### [TASK ITEM]
Among the entries that follow, find the lines containing the string "dead" and copy them.

### [MATERIAL FOR THE TASK]
==*==

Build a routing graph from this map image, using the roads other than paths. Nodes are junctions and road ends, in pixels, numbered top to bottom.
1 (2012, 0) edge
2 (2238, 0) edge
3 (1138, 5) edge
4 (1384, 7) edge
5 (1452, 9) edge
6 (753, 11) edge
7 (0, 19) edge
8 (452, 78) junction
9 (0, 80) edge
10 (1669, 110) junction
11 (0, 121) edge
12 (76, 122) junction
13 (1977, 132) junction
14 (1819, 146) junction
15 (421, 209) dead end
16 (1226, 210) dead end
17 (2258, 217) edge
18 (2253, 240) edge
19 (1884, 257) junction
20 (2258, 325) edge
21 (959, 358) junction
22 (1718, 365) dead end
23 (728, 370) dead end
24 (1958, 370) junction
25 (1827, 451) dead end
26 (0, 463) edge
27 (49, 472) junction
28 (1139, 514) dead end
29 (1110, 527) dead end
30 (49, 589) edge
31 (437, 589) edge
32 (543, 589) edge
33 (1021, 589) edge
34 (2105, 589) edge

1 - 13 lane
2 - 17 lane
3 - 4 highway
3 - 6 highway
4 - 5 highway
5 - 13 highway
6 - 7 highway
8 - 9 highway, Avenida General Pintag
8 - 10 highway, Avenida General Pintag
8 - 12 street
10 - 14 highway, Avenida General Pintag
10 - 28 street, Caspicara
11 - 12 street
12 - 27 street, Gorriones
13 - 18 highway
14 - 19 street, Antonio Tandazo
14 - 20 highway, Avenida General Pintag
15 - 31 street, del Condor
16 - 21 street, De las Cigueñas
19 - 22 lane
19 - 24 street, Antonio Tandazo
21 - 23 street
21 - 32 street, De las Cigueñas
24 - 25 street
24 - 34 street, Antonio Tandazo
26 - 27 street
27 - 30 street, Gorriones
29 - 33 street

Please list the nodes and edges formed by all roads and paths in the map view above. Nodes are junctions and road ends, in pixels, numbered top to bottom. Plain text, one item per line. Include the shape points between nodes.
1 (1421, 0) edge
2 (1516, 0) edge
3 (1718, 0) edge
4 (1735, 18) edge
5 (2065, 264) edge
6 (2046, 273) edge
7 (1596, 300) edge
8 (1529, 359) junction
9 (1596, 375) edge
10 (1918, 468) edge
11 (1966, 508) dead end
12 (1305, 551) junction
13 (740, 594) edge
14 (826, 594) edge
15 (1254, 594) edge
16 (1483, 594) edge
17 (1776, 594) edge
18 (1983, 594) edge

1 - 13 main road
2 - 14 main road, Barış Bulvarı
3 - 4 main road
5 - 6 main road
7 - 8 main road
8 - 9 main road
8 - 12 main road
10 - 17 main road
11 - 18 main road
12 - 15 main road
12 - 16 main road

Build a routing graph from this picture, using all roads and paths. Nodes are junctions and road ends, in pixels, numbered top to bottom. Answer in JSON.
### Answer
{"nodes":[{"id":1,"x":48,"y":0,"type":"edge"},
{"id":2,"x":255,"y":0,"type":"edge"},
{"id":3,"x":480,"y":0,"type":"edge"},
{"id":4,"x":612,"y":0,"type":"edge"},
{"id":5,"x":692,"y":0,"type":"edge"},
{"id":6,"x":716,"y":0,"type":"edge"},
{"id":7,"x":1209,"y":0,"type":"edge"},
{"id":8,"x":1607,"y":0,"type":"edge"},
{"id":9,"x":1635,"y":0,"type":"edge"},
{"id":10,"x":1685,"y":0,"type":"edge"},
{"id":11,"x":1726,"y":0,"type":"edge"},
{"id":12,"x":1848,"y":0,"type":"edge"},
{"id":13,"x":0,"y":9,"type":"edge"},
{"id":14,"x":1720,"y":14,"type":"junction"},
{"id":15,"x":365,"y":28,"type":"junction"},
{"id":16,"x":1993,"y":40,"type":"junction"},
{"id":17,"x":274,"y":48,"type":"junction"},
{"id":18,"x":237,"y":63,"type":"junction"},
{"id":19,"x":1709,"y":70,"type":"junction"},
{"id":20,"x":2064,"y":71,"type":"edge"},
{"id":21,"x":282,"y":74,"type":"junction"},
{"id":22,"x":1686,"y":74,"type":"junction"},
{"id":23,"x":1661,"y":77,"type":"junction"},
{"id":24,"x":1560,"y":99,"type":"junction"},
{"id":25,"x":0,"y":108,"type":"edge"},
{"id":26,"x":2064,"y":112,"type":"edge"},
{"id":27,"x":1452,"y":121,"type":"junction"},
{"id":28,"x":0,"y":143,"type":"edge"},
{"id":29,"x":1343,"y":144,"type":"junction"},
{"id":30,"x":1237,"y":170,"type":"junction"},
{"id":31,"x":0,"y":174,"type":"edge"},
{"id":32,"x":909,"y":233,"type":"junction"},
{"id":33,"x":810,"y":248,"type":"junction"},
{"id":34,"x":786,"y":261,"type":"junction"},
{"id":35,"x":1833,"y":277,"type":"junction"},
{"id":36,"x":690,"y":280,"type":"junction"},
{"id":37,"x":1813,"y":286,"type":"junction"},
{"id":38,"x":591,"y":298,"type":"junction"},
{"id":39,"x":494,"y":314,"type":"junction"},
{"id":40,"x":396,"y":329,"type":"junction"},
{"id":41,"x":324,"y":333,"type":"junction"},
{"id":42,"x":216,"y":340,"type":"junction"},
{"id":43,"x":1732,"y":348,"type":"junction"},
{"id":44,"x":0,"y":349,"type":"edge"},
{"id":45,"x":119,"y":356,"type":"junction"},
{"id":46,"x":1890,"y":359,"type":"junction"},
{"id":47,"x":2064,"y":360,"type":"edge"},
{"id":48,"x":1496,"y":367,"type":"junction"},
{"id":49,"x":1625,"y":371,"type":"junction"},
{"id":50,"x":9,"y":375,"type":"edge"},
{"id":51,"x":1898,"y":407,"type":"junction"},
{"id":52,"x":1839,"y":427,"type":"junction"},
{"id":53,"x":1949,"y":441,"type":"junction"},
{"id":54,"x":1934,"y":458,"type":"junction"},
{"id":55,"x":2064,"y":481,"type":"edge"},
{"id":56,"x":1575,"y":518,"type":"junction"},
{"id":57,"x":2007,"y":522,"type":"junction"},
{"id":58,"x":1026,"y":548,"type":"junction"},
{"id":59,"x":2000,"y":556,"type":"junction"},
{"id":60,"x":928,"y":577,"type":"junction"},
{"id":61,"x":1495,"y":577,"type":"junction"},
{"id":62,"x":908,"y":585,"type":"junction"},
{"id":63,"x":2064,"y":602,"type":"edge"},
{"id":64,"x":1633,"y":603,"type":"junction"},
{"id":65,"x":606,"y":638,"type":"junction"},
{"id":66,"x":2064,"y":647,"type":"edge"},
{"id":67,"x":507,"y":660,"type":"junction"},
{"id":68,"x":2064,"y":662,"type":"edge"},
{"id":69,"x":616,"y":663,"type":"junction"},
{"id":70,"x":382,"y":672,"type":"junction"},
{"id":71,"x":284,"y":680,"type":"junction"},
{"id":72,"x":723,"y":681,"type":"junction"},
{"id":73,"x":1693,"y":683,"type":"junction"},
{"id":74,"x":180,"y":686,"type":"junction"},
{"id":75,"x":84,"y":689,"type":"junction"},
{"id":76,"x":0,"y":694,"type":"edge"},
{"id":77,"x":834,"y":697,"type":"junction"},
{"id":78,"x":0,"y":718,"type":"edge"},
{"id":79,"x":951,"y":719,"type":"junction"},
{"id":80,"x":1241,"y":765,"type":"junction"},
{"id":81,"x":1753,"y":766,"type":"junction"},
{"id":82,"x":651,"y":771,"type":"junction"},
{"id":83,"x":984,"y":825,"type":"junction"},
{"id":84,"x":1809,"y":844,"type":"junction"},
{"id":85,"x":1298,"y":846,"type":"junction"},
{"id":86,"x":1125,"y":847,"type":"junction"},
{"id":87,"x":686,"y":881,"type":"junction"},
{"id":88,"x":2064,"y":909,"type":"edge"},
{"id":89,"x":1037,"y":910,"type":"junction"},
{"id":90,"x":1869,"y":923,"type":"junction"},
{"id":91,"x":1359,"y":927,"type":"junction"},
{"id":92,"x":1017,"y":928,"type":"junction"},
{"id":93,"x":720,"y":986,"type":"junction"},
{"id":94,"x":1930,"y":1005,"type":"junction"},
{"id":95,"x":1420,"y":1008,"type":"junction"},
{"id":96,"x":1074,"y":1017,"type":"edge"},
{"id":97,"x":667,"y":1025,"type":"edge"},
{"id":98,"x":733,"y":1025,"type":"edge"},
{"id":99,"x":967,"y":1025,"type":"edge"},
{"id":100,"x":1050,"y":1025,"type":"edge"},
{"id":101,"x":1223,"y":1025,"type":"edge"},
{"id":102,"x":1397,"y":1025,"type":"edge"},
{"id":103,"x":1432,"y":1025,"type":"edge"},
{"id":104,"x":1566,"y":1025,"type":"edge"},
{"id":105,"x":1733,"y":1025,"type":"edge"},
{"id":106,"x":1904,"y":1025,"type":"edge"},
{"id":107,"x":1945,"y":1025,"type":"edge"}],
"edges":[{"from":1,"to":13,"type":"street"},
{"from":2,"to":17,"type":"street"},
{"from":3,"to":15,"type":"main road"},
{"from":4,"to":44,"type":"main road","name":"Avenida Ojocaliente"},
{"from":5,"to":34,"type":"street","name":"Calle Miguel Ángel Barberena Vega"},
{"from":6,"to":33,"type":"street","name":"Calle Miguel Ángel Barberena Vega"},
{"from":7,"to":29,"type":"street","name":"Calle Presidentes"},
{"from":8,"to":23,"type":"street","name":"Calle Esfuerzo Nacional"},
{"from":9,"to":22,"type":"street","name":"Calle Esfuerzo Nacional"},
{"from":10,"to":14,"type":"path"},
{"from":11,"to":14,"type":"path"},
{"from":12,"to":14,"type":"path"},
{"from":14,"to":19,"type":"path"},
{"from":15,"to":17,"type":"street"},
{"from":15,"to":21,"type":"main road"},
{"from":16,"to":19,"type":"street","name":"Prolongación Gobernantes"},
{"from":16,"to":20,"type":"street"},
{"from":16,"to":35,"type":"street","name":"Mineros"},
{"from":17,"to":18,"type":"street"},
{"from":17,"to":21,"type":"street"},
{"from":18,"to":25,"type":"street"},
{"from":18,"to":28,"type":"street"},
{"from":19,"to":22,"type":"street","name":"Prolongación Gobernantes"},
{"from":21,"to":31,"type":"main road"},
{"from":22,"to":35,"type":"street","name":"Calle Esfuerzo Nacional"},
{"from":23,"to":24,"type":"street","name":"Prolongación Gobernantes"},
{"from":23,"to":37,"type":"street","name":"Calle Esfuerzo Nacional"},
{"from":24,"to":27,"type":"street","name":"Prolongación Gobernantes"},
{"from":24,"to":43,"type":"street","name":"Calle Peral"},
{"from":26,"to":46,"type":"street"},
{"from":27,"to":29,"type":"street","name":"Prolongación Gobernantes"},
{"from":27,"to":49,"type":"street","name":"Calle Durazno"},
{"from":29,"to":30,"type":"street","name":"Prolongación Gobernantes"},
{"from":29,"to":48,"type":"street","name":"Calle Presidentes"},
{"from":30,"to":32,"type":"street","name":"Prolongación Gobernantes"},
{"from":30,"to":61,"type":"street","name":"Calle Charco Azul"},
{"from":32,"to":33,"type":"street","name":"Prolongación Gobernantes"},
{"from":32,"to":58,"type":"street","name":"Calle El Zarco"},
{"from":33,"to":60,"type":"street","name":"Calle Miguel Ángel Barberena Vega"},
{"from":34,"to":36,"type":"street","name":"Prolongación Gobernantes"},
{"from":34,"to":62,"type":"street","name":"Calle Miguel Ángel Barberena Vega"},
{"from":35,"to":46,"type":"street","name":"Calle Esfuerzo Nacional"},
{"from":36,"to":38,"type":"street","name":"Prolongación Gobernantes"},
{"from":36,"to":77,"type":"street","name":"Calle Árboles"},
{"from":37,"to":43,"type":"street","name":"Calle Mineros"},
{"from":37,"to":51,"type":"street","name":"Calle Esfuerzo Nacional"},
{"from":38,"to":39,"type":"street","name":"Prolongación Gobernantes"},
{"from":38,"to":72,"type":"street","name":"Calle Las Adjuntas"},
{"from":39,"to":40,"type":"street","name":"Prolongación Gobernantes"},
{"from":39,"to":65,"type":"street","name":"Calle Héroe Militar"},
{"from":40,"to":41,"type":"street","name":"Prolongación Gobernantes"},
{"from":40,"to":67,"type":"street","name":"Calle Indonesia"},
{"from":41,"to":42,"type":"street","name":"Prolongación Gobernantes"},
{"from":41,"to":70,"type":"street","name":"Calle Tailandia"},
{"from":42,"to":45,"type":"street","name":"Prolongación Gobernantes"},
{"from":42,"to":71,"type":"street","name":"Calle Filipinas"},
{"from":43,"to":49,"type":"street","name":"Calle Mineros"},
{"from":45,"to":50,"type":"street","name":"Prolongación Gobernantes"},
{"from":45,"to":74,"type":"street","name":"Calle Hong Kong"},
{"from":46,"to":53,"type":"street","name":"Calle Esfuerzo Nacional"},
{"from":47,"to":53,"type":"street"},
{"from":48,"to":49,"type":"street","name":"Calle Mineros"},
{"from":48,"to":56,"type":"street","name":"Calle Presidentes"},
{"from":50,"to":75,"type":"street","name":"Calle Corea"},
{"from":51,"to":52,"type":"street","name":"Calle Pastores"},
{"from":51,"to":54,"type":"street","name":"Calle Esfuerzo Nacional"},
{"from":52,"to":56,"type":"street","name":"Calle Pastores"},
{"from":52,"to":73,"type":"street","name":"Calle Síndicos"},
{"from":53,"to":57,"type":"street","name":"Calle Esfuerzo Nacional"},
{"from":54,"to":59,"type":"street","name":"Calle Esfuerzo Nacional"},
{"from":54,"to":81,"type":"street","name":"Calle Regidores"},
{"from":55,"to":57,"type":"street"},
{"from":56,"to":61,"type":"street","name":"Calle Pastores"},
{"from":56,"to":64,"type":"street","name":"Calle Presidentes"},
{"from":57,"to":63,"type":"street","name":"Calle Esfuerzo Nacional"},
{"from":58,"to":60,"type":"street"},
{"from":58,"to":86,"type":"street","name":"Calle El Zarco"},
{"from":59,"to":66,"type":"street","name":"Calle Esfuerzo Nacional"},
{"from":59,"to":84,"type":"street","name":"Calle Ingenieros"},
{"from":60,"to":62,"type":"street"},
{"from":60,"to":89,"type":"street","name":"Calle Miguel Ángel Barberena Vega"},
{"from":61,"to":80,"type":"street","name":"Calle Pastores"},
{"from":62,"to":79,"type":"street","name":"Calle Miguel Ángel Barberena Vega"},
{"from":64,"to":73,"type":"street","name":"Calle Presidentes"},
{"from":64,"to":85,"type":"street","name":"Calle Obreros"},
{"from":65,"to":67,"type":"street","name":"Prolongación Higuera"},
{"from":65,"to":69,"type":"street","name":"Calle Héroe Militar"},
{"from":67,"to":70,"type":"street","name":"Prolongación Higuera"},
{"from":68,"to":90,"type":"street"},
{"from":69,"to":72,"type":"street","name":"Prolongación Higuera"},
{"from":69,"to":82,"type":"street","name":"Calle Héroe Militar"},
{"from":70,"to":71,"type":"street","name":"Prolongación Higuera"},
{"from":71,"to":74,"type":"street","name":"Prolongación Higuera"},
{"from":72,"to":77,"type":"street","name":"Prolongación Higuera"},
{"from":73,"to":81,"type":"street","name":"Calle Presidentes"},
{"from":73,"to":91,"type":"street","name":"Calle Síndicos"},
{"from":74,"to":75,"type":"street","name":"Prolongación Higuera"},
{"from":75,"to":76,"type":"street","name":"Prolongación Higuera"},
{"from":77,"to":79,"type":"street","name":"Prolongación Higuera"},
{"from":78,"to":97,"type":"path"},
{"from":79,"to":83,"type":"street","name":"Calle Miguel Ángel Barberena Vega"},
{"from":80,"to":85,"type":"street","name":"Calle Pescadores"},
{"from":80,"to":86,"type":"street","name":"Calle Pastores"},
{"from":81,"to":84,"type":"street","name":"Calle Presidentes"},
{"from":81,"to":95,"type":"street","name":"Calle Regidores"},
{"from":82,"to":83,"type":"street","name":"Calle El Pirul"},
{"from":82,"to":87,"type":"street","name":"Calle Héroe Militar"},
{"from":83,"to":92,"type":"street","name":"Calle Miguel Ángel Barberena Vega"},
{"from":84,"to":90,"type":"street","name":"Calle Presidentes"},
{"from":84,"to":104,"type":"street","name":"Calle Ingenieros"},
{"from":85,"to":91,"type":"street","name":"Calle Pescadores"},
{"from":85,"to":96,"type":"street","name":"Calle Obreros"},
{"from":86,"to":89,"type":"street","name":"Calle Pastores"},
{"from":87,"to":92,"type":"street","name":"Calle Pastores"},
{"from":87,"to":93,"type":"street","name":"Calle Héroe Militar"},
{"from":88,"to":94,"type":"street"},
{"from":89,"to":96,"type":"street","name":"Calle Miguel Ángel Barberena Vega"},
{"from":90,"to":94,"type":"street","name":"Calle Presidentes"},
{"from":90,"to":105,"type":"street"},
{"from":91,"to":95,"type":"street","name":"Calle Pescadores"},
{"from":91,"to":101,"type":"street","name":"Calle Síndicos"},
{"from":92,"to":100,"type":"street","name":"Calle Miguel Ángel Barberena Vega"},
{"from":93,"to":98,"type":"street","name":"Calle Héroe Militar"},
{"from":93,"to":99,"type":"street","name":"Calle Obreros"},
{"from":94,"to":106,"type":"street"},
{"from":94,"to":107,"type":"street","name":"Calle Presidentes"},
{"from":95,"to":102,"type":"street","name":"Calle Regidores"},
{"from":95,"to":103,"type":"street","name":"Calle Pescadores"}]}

==*==

### [SOLUTION FOR THIS PROBLEM]
15 (421, 209) dead end
16 (1226, 210) dead end
22 (1718, 365) dead end
23 (728, 370) dead end
25 (1827, 451) dead end
28 (1139, 514) dead end
29 (1110, 527) dead end
11 (1966, 508) dead end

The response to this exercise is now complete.